Assigned task
From the data that follows, copy every line with the string "Nguyễn".

───── Listed entries

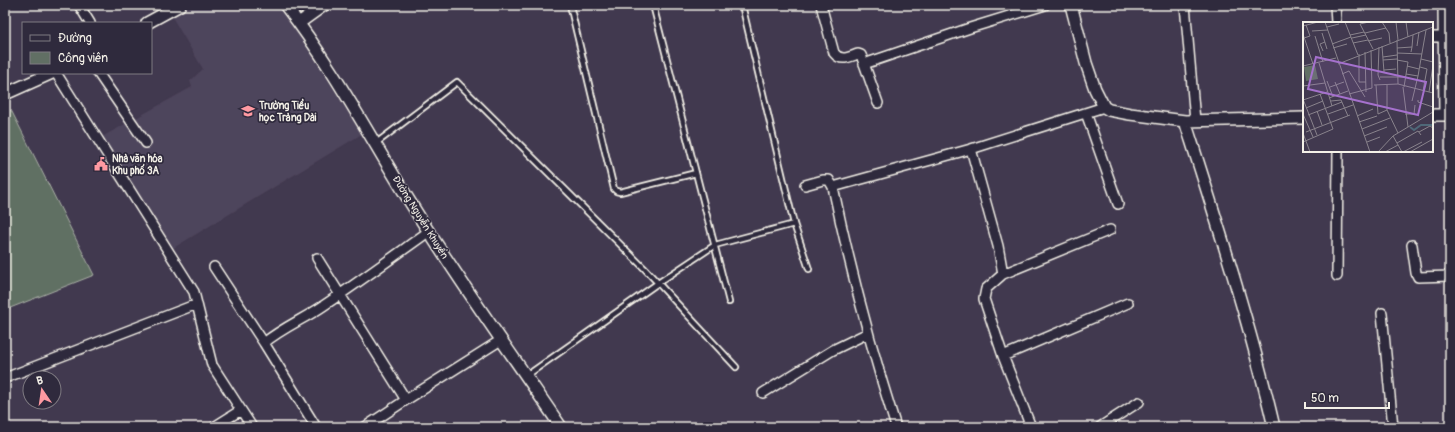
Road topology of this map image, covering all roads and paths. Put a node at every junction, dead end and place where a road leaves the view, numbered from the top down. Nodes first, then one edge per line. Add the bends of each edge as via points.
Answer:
1 (79, 5) edge
2 (180, 5) edge
3 (285, 5) edge
4 (324, 5) edge
5 (570, 5) edge
6 (653, 5) edge
7 (742, 5) edge
8 (821, 5) edge
9 (1045, 5) edge
10 (1072, 5) edge
11 (1186, 5) edge
12 (1335, 5) edge
13 (1443, 5) edge
14 (89, 22) edge
15 (149, 22) edge
16 (1336, 22) edge
17 (299, 23) junction
18 (1433, 37) edge
19 (1443, 37) junction
20 (864, 64) junction
21 (50, 74) edge
22 (57, 74) edge
23 (99, 74) edge
24 (5, 94) edge
25 (878, 103) dead end
26 (1104, 107) junction
27 (1086, 113) junction
28 (1433, 115) edge
29 (1447, 115) edge
30 (1303, 118) edge
31 (1190, 121) junction
32 (146, 142) dead end
33 (375, 144) junction
34 (971, 149) junction
35 (1338, 152) edge
36 (696, 173) junction
37 (805, 185) dead end
38 (833, 187) junction
39 (1118, 204) dead end
40 (794, 224) junction
41 (1110, 230) dead end
42 (428, 232) junction
43 (715, 245) junction
44 (1412, 245) dead end
45 (317, 258) dead end
46 (214, 267) dead end
47 (809, 269) dead end
48 (1003, 274) junction
49 (1337, 276) dead end
50 (1450, 276) edge
51 (658, 283) junction
52 (340, 295) junction
53 (729, 302) dead end
54 (1128, 303) dead end
55 (197, 304) junction
56 (1382, 313) dead end
57 (868, 333) junction
58 (501, 340) junction
59 (264, 343) junction
60 (1003, 356) junction
61 (736, 367) dead end
62 (526, 376) junction
63 (5, 378) edge
64 (763, 393) dead end
65 (406, 400) junction
66 (1139, 402) dead end
67 (241, 410) junction
68 (214, 427) edge
69 (252, 427) edge
70 (316, 427) edge
71 (365, 427) edge
72 (561, 427) edge
73 (896, 427) edge
74 (1031, 427) edge
75 (1100, 427) edge
76 (1274, 427) edge
77 (1393, 427) edge

1 - 14 street
2 - 15 street
3 - 17 street, Đường Nguyễn Khuyến
4 - 17 street
5 - 36 lane via 616,191
6 - 36 lane
7 - 40 lane
8 - 20 street via 834,53 843,59 859,54
9 - 20 street
10 - 26 street via 1086,64
11 - 31 street
12 - 16 street
13 - 19 street
17 - 33 street, Đường Nguyễn Khuyến
18 - 19 street
19 - 29 street
20 - 25 street
21 - 24 street
22 - 55 street via 194,292
23 - 32 street
26 - 27 street
26 - 31 street via 1130,114
27 - 34 street
27 - 39 street
28 - 29 street
30 - 31 street
31 - 76 street
33 - 42 street, Đường Nguyễn Khuyến
33 - 51 lane via 457,82
34 - 38 street
34 - 48 street via 998,246
35 - 49 street
36 - 43 lane
37 - 38 street via 829,180
38 - 57 street
40 - 43 lane
40 - 47 lane
41 - 48 street
42 - 52 street
42 - 58 street, Đường Nguyễn Khuyến
43 - 51 lane
43 - 53 lane
44 - 50 street via 1418,276
45 - 52 street
46 - 59 street
48 - 60 street via 986,289 984,298
51 - 61 lane
51 - 62 lane
52 - 59 street
52 - 65 street
54 - 60 street
55 - 63 street
55 - 67 street via 212,365
56 - 77 street
57 - 64 street via 833,350
57 - 73 street
58 - 62 street, Đường Nguyễn Khuyến
58 - 65 street
59 - 70 street
60 - 74 street
62 - 72 street, Đường Nguyễn Khuyến
65 - 71 street
66 - 75 street
67 - 68 street
67 - 69 street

──────────

Exercise response
3 - 17 street, Đường Nguyễn Khuyến
17 - 33 street, Đường Nguyễn Khuyến
33 - 42 street, Đường Nguyễn Khuyến
42 - 58 street, Đường Nguyễn Khuyến
58 - 62 street, Đường Nguyễn Khuyến
62 - 72 street, Đường Nguyễn Khuyến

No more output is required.